Estados Unidos no renovará el T-MEC y en su lugar implementará revisiones anuales del acuerdo con México y Canadá, una decisión que podría generar incertidumbre en las cadenas productivas de Norteamérica.
Contexto y motivos de la decisión
El representante comercial estadounidense, Jamieson Greer, confirmó que la administración Trump optó por no renovar el Tratado entre México, Estados Unidos y Canadá (T-MEC). Esta medida responde a la insatisfacción de Trump durante su segundo mandato, principalmente porque el acuerdo protegía sectores del comercio de los aranceles que él pretendía imponer y no resolvía los déficits comerciales con México y Canadá.
Antes del 1 de julio, fecha límite para la renovación, Trump intentó aumentar la presión, argumentando que Estados Unidos estaría mejor sin el T-MEC. Sin embargo, este camino enfrenta resistencia debido al apoyo bipartidista que el acuerdo tiene en el Congreso, aunque algunos legisladores y sindicatos buscan mejoras en el pacto.
Implicaciones de no renovar el T-MEC
El T-MEC seguirá vigente por una década más, salvo que algún país decida retirarse. No obstante, las revisiones anuales abren la puerta a negociaciones continuas y potencialmente conflictivas sobre las normas que regulan las cadenas de suministro y los aranceles bajos, elementos esenciales para sectores como la industria automotriz, la agricultura y la energía.

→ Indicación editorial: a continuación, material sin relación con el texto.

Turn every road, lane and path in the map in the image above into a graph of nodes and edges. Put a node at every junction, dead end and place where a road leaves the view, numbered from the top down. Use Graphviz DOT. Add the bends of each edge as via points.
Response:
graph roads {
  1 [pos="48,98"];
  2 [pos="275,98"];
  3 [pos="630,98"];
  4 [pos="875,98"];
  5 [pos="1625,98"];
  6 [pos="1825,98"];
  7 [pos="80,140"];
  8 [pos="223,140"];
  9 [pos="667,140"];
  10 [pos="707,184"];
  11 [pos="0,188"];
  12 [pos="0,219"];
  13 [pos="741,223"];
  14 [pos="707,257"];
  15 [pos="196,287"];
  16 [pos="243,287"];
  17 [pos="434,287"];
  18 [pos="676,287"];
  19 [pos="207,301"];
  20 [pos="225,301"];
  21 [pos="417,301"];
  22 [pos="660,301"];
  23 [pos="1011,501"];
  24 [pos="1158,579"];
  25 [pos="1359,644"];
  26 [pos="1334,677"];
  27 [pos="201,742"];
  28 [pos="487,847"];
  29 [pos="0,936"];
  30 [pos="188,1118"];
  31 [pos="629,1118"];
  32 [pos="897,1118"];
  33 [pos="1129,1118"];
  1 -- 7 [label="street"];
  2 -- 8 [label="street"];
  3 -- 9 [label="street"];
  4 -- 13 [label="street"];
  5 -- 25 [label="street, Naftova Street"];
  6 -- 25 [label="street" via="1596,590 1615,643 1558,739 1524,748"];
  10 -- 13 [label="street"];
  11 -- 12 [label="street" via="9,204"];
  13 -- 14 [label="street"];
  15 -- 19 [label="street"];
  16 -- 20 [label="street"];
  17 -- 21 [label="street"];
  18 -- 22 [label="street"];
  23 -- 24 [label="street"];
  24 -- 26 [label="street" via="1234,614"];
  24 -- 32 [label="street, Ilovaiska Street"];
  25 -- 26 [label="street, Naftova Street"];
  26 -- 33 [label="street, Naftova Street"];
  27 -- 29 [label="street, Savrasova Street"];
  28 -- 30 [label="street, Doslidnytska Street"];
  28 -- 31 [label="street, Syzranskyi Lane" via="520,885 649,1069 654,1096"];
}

Jamieson Greer declaró en entrevista con Bloomberg News que la administración Trump no aprobará el acuerdo sin modificaciones. Señaló que existen problemas importantes que requieren cambios para corregir desequilibrios en el pacto.
Impacto económico y futuro del acuerdo
La decisión representa un giro significativo, pues Trump impulsó el T-MEC original en 2020 y lo calificó como el «mejor y más importante acuerdo comercial jamás firmado». El T-MEC ha impulsado la actividad económica entre los tres países, que juntos representan casi un tercio del producto interno bruto mundial.
El comercio intrarregional alcanzó 1.6 billones de dólares en 2024, un aumento considerable respecto al billón de dólares registrado cuando el acuerdo entró en vigor en 2020.
En el sexto aniversario del T-MEC, los países podrían haber prorrogado el acuerdo por 16 años, pero Trump dejó claro que busca introducir cambios o incluso avanzar unilateralmente. Esta estrategia forma parte de un esfuerzo más amplio para repatriar empleos manufactureros y obtener concesiones de sus socios comerciales.
Durante un periodo marcado por tensiones arancelarias con China y otros socios, el T-MEC ha aportado estabilidad. Las medidas para imponer nuevos aranceles incluyeron amplias exenciones para productos que cumplen con los requisitos del tratado, lo que mitigó el impacto en México y Canadá.